Ou il faut un clavier spécifique ?

Merci à vous


----------



## Lauange (22 Août 2013)

Bonjour,

1 : je ne sais pas. 

2et 3 : non

L'Apple Tv est achat inutile. Je regrette d'avoir acheté la mienne. Le streaming n'est pas fonctionnelle (coupures fréquentes).


----------



## hdaiforever (22 Août 2013)

D'après mes lectures, en jalbreakant on peut aller sur le net sans son ipad/iphone.

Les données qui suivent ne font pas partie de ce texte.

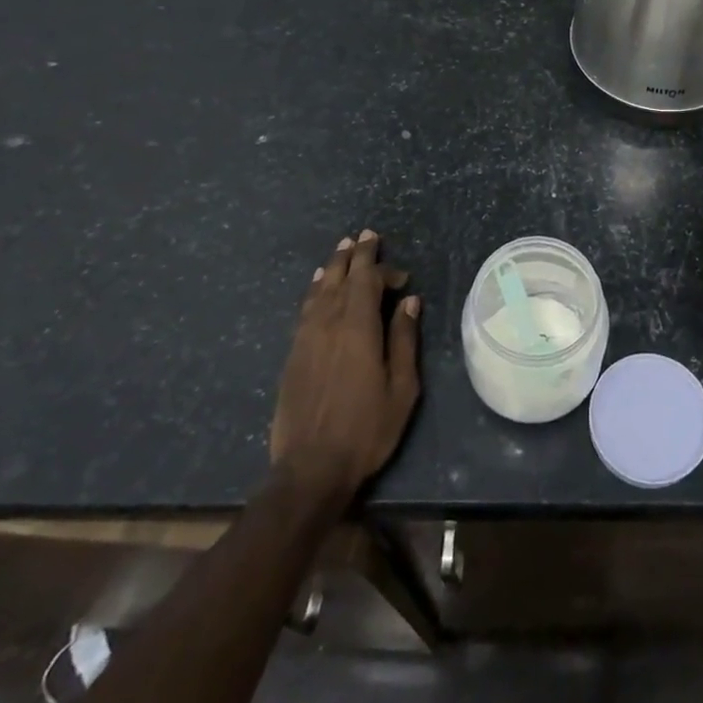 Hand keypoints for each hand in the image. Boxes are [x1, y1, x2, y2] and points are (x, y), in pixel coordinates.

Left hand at [269, 230, 421, 500]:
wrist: (310, 468)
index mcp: (358, 328)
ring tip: (342, 250)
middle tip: (364, 235)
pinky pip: (305, 309)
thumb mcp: (401, 387)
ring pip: (320, 290)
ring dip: (334, 267)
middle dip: (355, 255)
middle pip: (342, 278)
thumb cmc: (367, 428)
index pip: (368, 281)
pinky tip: (318, 285)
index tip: (402, 275)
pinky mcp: (293, 354)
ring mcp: (306, 338)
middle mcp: (328, 324)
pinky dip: (315, 290)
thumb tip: (409, 301)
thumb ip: (404, 339)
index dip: (384, 269) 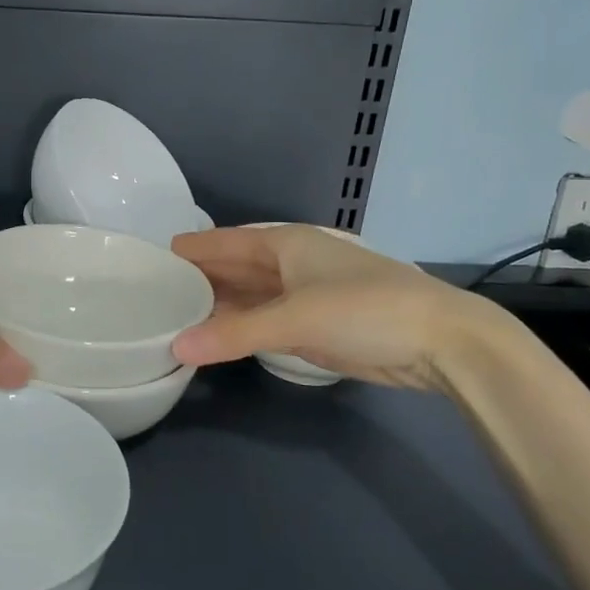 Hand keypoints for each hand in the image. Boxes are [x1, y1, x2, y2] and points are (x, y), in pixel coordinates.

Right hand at [169, 225, 509, 393]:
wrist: (441, 341)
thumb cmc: (365, 309)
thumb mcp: (295, 318)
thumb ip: (234, 334)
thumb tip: (176, 347)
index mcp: (283, 244)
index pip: (223, 242)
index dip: (189, 249)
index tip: (148, 260)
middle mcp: (288, 263)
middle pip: (232, 268)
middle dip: (197, 280)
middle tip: (150, 294)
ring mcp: (302, 296)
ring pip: (248, 297)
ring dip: (216, 307)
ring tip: (171, 318)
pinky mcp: (314, 327)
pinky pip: (263, 322)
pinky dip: (239, 328)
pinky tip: (214, 337) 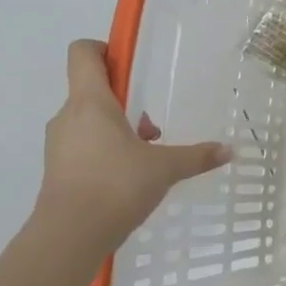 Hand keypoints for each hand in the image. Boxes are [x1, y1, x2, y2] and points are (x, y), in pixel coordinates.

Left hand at [35, 40, 230, 256]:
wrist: (69, 237)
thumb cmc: (116, 186)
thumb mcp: (165, 168)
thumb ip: (197, 156)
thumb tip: (229, 150)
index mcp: (90, 102)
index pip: (83, 53)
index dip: (105, 49)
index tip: (131, 66)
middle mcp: (68, 116)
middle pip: (92, 89)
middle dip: (125, 101)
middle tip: (152, 124)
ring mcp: (58, 144)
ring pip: (89, 120)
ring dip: (116, 128)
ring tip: (146, 154)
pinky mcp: (57, 170)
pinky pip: (83, 145)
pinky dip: (105, 150)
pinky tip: (129, 176)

C'est tout de même un comble de devoir JB un appareil pour pouvoir s'en servir


----------



## hdaiforever (24 Août 2013)

Bonjour,

Toujours en JB, l'historique est accessible ainsi que la possibilité d'utiliser un iphone/ipad/ipod comme télécommande.


----------



## Lauange (24 Août 2013)

Non c'est faux. J'ai jbké la mienne et elle ne surfe pas sur le net. J'avais installe un serveur PLEX pour utiliser ma bibliothèque de divx comme un média center, mais la lecture en wifi ou par câble ethernet est constamment saccadée. C'est un vrai achat inutile. Mon fils a un galaxy S3 et mon Tv Samsung est connecté et lui arrive à lire des vidéos ou films depuis son device sans saccades. Bref, j'ai une Apple TV.


----------



## hdaiforever (24 Août 2013)

A 2min23:

[youtube]UDhA9RhygwQ[/youtube]


----------



## Gwen (24 Août 2013)

Moi, j'adore mon APple TV. Aucune coupure et c'est simple d'utilisation.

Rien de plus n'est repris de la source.